*** Record extracts Section Begins ***
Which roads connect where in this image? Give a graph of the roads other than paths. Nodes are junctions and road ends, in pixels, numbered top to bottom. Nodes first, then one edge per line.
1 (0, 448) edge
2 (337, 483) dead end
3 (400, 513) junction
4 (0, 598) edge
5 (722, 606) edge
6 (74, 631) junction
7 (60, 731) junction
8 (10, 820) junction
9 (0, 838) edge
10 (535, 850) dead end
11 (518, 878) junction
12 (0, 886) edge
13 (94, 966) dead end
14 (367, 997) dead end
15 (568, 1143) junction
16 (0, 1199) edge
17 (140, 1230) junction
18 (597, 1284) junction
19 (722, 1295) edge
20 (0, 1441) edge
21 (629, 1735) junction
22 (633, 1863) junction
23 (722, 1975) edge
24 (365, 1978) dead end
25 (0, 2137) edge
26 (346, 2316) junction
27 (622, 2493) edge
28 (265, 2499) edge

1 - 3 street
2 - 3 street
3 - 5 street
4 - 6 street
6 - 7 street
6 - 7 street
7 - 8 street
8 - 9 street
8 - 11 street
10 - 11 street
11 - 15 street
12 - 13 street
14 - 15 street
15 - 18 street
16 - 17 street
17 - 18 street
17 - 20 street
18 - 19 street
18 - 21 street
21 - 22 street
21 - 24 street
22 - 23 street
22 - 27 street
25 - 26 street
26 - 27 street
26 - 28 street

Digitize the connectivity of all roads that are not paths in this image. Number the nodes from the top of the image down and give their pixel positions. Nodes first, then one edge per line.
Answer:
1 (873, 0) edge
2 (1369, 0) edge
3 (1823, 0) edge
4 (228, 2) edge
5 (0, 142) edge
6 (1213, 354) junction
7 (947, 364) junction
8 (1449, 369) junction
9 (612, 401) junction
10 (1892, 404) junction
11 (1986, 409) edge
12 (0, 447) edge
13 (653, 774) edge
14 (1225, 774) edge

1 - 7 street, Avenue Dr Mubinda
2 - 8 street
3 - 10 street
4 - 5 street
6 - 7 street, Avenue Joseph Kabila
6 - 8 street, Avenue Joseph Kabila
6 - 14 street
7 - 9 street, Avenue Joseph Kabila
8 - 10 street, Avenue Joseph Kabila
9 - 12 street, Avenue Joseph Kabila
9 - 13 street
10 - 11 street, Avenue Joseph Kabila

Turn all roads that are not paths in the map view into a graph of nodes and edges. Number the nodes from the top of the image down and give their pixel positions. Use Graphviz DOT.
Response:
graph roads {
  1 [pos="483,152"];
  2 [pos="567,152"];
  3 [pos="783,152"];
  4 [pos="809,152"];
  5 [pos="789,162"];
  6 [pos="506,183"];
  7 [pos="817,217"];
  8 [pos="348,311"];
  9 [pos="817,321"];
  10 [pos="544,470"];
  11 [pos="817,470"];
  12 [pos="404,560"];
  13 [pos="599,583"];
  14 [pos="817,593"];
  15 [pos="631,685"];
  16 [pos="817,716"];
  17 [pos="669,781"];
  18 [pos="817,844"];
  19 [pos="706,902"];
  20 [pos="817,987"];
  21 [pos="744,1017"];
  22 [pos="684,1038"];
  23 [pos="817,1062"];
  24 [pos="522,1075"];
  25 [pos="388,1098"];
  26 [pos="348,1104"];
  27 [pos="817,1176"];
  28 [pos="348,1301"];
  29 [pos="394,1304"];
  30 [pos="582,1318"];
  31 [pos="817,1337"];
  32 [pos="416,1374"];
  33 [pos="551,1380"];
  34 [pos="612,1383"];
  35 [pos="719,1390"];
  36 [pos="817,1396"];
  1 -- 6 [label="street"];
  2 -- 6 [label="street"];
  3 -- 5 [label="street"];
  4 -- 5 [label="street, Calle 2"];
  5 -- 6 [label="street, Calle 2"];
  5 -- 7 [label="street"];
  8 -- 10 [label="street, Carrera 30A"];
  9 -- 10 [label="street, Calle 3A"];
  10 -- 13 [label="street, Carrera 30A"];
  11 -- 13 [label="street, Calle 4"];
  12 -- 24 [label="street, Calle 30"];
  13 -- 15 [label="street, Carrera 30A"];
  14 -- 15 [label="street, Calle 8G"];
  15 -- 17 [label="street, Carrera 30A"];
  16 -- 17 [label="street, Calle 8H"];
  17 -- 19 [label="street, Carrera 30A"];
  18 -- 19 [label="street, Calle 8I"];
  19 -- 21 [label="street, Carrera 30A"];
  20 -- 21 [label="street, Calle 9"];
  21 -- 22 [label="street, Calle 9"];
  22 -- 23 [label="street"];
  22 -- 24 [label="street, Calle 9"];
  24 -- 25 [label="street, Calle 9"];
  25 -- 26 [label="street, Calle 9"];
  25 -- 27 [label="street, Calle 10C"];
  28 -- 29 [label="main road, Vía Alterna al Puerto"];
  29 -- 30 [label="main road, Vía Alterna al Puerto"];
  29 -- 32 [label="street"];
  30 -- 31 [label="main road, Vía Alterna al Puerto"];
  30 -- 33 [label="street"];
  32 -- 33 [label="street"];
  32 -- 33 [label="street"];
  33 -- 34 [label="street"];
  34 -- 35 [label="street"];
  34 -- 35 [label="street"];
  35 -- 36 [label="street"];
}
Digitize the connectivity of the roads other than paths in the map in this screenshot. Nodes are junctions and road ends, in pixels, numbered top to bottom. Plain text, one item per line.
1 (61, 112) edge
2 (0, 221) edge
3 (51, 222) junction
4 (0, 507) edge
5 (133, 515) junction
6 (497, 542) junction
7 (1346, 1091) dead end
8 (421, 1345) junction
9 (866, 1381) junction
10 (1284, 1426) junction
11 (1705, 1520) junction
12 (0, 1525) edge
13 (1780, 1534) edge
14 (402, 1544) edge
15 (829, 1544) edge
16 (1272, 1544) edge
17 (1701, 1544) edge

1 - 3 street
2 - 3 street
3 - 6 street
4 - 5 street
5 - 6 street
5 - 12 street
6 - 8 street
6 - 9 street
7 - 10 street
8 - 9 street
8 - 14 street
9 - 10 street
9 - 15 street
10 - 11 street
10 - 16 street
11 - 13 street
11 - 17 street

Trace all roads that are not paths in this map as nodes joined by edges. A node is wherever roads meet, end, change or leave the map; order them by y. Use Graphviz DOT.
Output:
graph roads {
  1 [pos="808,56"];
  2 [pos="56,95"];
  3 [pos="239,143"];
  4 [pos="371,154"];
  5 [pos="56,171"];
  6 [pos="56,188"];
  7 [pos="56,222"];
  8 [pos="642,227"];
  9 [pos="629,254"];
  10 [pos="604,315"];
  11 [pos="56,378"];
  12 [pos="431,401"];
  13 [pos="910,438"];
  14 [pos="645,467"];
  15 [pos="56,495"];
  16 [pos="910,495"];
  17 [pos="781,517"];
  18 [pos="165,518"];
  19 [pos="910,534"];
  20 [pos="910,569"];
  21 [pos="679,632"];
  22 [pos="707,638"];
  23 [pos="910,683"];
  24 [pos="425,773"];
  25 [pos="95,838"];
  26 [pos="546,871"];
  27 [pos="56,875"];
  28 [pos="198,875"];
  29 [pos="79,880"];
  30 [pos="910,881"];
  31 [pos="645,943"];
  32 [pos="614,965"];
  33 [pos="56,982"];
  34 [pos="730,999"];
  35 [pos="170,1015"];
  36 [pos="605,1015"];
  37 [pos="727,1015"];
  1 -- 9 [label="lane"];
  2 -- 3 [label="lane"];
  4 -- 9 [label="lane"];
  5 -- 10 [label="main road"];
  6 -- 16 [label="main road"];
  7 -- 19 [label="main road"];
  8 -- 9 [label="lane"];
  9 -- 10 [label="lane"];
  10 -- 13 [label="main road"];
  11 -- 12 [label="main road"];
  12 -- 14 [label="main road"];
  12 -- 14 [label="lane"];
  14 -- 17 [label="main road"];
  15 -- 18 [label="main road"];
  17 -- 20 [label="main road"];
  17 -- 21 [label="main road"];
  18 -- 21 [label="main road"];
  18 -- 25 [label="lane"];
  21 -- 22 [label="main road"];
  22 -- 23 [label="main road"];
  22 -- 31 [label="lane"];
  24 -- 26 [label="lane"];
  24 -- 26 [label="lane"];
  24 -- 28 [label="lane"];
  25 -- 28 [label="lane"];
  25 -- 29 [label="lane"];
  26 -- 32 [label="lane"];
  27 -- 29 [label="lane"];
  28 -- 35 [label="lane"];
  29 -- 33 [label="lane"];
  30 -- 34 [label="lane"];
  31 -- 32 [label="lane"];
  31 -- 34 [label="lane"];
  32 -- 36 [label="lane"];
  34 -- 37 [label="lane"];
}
*** Record extracts Section Ends ***
Exercise goal - Copy out all lines from the material above that contain the string "other".

Written response -
Which roads connect where in this image? Give a graph of the roads other than paths. Nodes are junctions and road ends, in pixels, numbered top to bottom. Nodes first, then one edge per line.
Digitize the connectivity of the roads other than paths in the map in this screenshot. Nodes are junctions and road ends, in pixels, numbered top to bottom. Plain text, one item per line.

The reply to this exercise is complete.